Hey, at least it was discovered, eventually, and fixed – which is the whole point

The Swiss Federal Chancellery (SFC) on Tuesday said security researchers have found an fascinating flaw in the Swiss Post's e-voting system as part of an ongoing penetration test.

Said flaw, if successfully exploited by miscreants, would prevent officials from detecting unauthorized changes to citizens' electronically-cast votes.

Swiss authorities released the source code of their computer-based voting system and began a public audit of their blueprints on February 25, 2019, to identify vulnerabilities and fix them. The test is scheduled to run until March 24, 2019.

The flaw in the sVote protocol, developed by technology provider Scytl, has to do with universal verifiability, the mathematical proofs that prevent vote manipulation.

"While the flaw does not allow the system to be penetrated, the researchers were able to demonstrate that the system does not generate conclusive mathematical proofs to identify whether any manipulation has taken place," the SFC said. "This means that it is not possible to detect whether the votes have been tampered with."

Researchers Sarah Jamie Lewis, Olivier Pereira, and Vanessa Teague, from the Open Privacy Research Society, Catholic University of Leuven, and the University of Melbourne respectively, describe the issue in a research paper published in conjunction with the SFC announcement.

They explain that the Swiss Post voting technology provides a mechanism – a mixnet – to shuffle electronically-submitted votes for the sake of privacy. The shuffling process encrypts the vote data, and is supposed to prove that the vote sets before and after shuffling are the same. But it fails to do so.

Proof

"We show that the mixnet specification and code recently made available for analysis does not meet the assumptions of a sound shuffle proof and hence does not provide universal or complete verifiability," the researchers explain.

They note that other researchers, Thomas Haines of the Norwegian University of Science and Technology and Rolf Haenni of Bern University of Applied Sciences, independently identified this flaw.

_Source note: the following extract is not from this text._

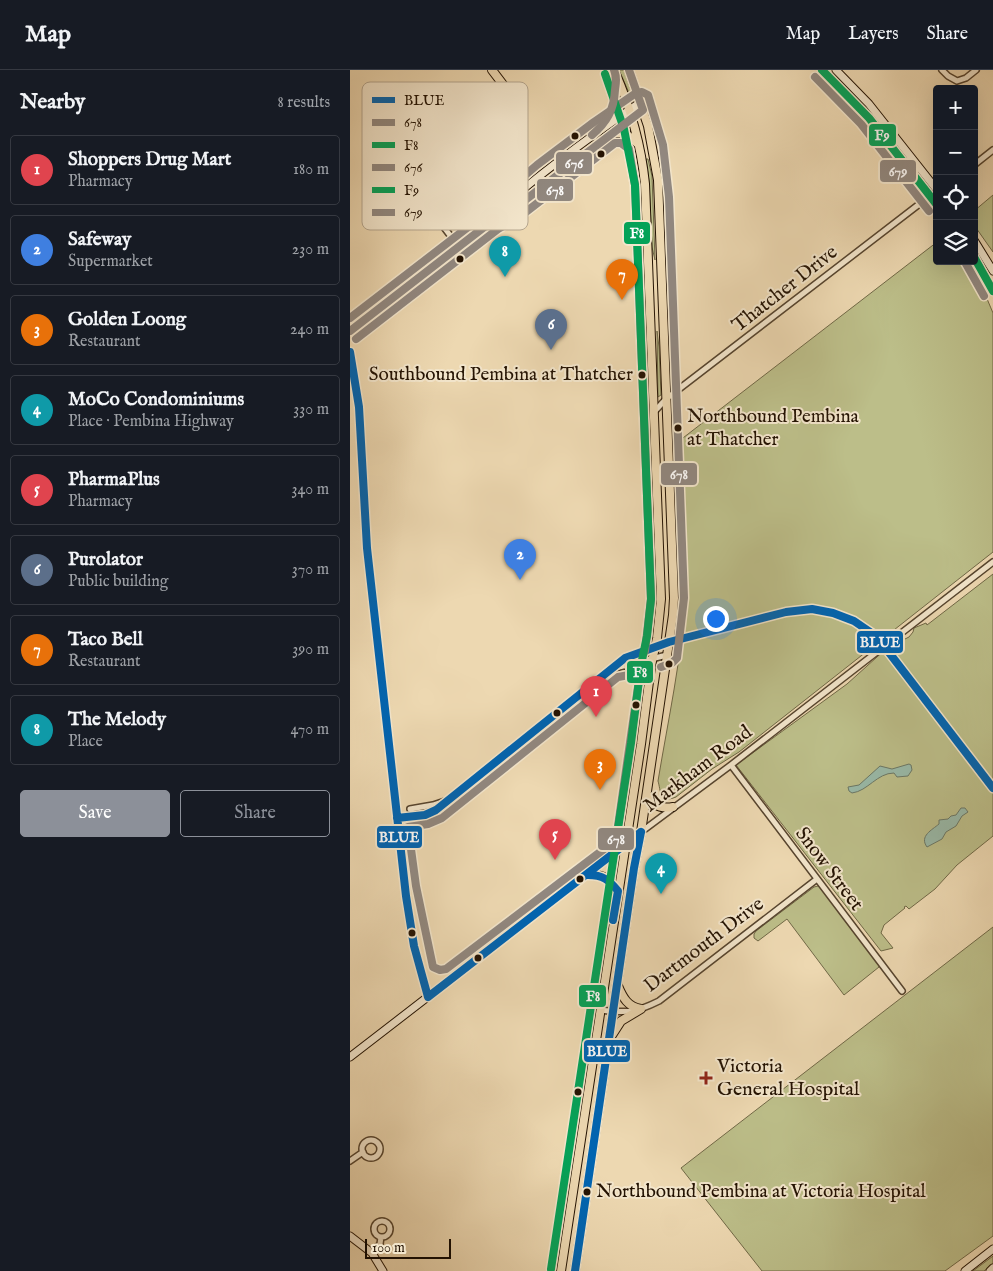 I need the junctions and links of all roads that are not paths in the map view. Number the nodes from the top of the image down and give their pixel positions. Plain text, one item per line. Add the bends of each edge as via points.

That may be because the problem was identified in 2017. According to Swiss Post, Scytl, which is responsible for the source code, failed to fully fix the bug.

"Swiss Post regrets this and has asked Scytl to make the correction in full immediately, which they have done," the organization said in a statement. "The modified source code will be applied with the next regular release."

Scytl in a statement said it has received 67 reports from hackers participating in the penetration test, one of which is the mixnet flaw. "The code has already been updated by using the random verifiable mechanism that was already implemented in the voting system but had not been activated," the company said.

The missing audit mechanism hasn't been an issue in Swiss elections because the system has never been used in actual voting, according to Swiss Post. The cantons of Thurgau, Neuchâtel, Fribourg and Basel-Stadt currently use a different e-voting system.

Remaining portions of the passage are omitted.